Saved entries:
* * * * *

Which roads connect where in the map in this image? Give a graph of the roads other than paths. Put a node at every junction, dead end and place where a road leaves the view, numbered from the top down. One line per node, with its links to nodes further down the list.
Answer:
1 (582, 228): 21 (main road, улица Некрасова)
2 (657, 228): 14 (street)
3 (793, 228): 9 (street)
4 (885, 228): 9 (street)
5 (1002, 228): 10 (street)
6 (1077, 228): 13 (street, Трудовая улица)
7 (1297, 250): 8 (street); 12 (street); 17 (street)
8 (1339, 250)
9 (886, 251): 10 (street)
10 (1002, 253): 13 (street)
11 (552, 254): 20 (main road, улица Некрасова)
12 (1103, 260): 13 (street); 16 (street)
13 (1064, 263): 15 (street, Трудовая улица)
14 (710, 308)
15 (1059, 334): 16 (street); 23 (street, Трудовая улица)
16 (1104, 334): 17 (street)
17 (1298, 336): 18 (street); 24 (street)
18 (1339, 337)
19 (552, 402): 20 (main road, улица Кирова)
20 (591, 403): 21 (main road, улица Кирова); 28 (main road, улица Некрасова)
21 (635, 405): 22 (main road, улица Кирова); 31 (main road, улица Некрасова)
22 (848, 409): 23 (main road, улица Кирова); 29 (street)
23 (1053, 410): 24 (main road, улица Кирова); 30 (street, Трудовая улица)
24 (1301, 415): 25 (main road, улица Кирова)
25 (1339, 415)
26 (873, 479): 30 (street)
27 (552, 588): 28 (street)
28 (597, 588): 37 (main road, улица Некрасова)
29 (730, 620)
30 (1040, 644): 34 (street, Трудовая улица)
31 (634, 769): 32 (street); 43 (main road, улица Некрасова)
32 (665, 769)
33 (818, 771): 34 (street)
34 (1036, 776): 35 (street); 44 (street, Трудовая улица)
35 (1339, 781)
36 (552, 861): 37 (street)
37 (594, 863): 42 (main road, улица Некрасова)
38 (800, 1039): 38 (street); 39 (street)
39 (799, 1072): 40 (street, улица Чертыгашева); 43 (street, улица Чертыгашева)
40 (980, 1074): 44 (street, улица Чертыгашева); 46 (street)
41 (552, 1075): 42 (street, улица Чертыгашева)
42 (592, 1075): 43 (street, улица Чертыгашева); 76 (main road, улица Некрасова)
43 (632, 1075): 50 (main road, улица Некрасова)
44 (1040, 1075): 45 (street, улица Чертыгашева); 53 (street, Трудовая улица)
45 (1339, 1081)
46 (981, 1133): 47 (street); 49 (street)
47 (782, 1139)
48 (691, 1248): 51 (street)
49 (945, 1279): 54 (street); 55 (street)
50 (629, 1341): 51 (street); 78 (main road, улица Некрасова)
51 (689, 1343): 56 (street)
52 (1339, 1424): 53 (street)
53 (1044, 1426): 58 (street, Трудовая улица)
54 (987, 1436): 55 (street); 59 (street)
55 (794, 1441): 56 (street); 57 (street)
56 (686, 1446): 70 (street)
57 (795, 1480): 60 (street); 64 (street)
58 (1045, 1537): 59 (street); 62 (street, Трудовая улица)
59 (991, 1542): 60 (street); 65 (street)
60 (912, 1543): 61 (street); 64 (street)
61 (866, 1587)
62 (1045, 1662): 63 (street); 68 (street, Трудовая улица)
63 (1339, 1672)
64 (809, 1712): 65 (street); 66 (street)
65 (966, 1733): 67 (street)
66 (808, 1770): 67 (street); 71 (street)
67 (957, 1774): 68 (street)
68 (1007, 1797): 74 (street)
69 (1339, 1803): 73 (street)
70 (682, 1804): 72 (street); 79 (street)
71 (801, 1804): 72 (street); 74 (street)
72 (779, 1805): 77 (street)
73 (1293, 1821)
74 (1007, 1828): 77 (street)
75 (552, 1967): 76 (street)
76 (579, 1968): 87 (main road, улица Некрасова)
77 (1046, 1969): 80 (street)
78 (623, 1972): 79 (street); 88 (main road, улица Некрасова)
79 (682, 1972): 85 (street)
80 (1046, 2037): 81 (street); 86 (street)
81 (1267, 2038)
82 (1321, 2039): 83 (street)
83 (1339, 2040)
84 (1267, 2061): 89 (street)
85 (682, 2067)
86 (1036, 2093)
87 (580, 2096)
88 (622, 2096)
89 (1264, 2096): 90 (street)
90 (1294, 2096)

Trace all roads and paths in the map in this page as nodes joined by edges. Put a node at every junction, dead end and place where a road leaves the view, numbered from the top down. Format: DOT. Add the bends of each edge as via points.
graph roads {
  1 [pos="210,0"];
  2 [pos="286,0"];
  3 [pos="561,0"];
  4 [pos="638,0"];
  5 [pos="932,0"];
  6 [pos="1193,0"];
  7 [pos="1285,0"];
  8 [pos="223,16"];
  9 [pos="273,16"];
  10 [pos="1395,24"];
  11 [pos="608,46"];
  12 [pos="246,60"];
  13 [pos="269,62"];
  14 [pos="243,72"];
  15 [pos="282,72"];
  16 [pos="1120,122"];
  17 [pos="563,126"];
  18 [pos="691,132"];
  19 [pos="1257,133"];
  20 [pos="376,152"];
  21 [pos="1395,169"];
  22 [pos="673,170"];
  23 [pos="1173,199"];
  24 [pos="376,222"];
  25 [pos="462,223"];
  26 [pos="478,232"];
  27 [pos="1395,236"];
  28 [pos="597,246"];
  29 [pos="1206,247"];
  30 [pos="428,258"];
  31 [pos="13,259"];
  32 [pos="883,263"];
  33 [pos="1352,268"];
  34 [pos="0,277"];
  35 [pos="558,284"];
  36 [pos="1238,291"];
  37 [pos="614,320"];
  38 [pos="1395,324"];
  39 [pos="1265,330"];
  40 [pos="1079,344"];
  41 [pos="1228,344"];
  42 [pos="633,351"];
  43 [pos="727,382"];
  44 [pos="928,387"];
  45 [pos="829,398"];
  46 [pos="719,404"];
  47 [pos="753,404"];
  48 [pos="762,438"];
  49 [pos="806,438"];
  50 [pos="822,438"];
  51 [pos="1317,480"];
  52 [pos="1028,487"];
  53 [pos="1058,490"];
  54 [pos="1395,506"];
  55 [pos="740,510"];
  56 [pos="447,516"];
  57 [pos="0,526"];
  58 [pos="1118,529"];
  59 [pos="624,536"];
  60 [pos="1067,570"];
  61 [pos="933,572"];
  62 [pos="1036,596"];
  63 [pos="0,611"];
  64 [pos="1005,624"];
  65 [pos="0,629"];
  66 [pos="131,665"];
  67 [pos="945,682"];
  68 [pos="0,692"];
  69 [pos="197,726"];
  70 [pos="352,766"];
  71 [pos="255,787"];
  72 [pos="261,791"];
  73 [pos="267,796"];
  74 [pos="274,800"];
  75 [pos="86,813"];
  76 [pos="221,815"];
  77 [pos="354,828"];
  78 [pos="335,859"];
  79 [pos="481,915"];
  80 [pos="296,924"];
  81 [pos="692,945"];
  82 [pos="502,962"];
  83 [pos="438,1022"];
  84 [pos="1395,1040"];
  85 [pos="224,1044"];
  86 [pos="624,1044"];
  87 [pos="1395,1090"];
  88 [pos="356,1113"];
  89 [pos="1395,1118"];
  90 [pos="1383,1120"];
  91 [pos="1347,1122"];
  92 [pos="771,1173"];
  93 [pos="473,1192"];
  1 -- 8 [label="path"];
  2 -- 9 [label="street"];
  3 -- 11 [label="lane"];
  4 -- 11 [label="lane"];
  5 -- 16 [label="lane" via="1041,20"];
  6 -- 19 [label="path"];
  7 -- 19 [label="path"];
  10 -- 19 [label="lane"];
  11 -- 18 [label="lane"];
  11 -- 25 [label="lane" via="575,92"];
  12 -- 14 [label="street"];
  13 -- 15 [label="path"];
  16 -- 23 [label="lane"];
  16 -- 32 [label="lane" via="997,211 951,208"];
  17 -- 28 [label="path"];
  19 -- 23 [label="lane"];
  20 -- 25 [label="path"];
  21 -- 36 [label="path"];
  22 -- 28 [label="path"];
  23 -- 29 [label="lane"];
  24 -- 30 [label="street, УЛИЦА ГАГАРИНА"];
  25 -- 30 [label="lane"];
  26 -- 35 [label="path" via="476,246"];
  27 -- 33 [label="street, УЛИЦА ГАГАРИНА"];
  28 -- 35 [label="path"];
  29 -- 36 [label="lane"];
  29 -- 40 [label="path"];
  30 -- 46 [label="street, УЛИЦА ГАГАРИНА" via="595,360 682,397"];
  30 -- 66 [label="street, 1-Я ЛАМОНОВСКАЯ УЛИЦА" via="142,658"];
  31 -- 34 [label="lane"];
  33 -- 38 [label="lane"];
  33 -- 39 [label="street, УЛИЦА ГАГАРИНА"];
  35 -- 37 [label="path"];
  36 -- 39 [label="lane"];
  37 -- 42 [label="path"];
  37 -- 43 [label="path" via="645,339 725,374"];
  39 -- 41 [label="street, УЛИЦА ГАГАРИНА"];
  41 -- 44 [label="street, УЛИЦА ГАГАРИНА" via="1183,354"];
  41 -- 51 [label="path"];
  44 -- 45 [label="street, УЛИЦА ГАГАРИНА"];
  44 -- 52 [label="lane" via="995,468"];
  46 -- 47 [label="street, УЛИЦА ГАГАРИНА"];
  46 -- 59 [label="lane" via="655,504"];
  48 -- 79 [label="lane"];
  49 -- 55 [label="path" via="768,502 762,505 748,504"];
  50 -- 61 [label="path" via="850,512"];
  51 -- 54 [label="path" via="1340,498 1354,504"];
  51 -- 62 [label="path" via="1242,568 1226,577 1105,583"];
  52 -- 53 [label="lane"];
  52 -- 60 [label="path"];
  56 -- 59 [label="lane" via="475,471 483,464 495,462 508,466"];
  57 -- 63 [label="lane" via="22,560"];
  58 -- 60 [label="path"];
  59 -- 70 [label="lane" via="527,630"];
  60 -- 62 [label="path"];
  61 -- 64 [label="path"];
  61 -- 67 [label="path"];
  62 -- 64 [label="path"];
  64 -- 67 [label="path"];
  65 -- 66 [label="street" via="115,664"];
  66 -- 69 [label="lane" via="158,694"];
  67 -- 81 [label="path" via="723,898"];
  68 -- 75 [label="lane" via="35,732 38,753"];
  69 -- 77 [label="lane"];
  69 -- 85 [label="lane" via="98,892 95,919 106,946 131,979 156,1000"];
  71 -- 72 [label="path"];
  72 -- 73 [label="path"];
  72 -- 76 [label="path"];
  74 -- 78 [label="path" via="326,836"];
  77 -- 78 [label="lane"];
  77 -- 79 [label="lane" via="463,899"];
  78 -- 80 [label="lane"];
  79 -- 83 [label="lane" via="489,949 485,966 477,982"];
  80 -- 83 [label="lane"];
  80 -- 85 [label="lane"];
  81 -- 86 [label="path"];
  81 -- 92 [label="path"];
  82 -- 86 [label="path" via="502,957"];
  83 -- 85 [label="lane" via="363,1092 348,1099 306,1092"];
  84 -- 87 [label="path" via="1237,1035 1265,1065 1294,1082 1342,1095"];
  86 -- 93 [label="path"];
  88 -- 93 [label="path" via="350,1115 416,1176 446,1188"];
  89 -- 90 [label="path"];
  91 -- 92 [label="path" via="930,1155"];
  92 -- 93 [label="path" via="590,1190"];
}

* * * * *

The problem = Where in the records does the string "graph" appear? Copy every line that has it.

Solution for this task =
Which roads connect where in the map in this image? Give a graph of the roads other than paths. Put a node at every junction, dead end and place where a road leaves the view, numbered from the top down. One line per node, with its links to nodes further down the list.
graph roads {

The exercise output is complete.